Los fundamentos sobre los cuales Linnæus quisiera haber desterrado las ballenas de las aguas, los expone así: «Por causa de su cálido corazón bilocular, sus pulmones, sus párpados móviles, sus huecos oídos, penem intrantem feminam mammis lactantem», y finalmente, «ex lege naturæ jure meritoque». Sometí todo esto a mis amigos Simeon Macey y Charley Coffin, de Nantucket, ambos compañeros míos en cierto viaje, y ellos unieron su opinión en que las razones expuestas eran del todo insuficientes. Charley insinuó profanamente que eran un embuste.
Sepáse que, prescindiendo de todo argumento, tomo el buen y viejo terreno de que la ballena es un pez, y requiero al santo Jonás para que me respalde. Sentada esta cosa fundamental, el punto siguiente es, en qué respecto interno difiere la ballena de otros peces. Arriba, Linnæus os ha dado esos ítems. Pero en breve, estos son: pulmones y sangre caliente; mientras que, todos los otros peces son sin pulmones y de sangre fría.
Luego: ¿cómo definiremos la ballena, por sus externos obvios, de modo de etiquetarla conspicuamente para todo tiempo venidero? Para ser breve, pues, una ballena es _un pez que exhala y tiene cola horizontal_. Ahí la tenéis.

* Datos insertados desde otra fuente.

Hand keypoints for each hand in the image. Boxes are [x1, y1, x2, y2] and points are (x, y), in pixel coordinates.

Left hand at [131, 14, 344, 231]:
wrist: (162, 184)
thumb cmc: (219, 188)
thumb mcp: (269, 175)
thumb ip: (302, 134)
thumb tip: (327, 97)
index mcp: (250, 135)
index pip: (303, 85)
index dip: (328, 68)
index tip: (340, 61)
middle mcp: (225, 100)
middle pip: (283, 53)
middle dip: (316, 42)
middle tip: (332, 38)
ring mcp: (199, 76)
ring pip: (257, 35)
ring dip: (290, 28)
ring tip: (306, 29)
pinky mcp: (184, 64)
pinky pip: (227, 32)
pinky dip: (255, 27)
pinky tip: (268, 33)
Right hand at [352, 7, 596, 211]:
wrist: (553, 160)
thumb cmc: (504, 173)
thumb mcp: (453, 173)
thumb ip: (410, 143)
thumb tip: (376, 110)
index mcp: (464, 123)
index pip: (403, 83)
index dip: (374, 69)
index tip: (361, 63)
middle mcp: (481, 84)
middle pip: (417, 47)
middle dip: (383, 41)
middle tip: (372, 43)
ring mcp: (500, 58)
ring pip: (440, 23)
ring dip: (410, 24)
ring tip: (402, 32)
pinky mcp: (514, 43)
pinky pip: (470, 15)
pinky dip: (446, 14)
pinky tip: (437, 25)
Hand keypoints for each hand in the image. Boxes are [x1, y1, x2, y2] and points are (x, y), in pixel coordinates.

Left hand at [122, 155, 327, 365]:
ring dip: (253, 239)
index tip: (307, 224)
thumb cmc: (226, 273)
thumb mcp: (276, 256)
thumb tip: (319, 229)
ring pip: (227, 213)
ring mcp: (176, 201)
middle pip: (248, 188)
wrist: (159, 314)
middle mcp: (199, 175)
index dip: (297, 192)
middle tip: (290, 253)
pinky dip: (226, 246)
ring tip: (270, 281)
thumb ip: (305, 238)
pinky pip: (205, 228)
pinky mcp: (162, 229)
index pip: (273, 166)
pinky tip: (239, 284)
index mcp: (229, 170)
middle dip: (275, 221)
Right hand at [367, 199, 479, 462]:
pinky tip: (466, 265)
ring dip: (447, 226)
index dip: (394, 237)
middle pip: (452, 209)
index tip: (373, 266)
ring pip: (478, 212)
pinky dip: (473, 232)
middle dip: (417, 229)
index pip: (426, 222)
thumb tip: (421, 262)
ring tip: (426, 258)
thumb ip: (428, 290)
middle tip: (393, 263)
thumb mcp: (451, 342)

Por muy contraída, esa definición es el resultado de meditación expandida. Una morsa exhala mucho como una ballena, pero la morsa no es pez, porque es anfibia. Pero el último término de la definición es aún más cogente, acoplado con el primero. Casi cualquiera ha de haber notado que todos los peces familiares a la gente de tierra no tienen cola plana, sino vertical, o de arriba abajo. Mientras que, entre los peces que exhalan la cola, aunque pueda estar similarmente formada, invariablemente asume una posición horizontal.

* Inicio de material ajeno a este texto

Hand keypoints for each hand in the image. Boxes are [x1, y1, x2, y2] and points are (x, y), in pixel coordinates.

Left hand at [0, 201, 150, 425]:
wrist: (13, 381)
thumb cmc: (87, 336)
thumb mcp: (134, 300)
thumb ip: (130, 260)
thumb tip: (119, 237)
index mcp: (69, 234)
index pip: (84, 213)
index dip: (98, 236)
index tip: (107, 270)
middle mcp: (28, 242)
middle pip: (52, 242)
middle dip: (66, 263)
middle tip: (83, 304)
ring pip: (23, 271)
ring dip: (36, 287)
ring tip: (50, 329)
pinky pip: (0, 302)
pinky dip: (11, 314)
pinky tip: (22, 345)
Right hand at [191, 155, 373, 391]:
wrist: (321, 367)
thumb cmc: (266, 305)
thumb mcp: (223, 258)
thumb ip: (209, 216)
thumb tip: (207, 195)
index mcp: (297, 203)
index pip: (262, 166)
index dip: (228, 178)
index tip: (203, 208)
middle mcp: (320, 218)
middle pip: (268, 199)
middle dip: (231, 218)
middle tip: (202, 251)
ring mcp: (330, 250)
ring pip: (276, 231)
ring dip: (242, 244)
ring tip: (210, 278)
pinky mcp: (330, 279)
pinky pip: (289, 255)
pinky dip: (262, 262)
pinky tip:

Por la definición arriba de lo que es una ballena, de ningún modo excluyo de la hermandad leviatánica criatura marina alguna hasta aquí identificada con la ballena por los mejor informados nantucketenses; ni, por otra parte, enlazo con ella pez alguno hasta aquí autoritativamente regardado como ajeno.* Por tanto, todos los menores, exhalantes, y de cola horizontal peces han de ser incluidos en este plano general de la Cetología. Ahora, pues, vengan las grandes divisiones de toda la hueste ballenera.
*Soy consciente de que hasta el presente tiempo, el pez llamado Lamatins y Dugongs (Pez-cerdo y Pez-puerco de los Coffin de Nantucket) son incluidos por muchos naturalistas entre las ballenas. Pero como estos peces-cerdo son un conjunto ruidoso y despreciable, merodeando la mayoría en las bocas de los ríos, y alimentándose de heno mojado, y especialmente como no exhalan, les niego sus credenciales como ballenas; y les he presentado sus pasaportes para salir del Reino de la Cetología.
Primero: Según la magnitud divido las ballenas en tres primarios LIBROS (subdivisibles en CAPÍTULOS), y estos comprenderán a todas, tanto pequeñas como grandes.
I. LA BALLENA EN FOLIO; II. la BALLENA EN OCTAVO; III. la BALLENA EN DUODECIMO.
Como tipo del FOLIO presento el _Cachalote_; del OCTAVO, el _Calderón_; del DUODECIMO, el _Marsopa_.
FOLIOS. Entre estos incluyo aquí los siguientes capítulos:—I. El _Cachalote_; II. la _Ballena Franca_; III. la _Ballena de Aleta_; IV. la _Ballena Jorobada_; V. la _Ballena de Lomo de Navaja_; VI. la _Ballena de Fondo Azufre_.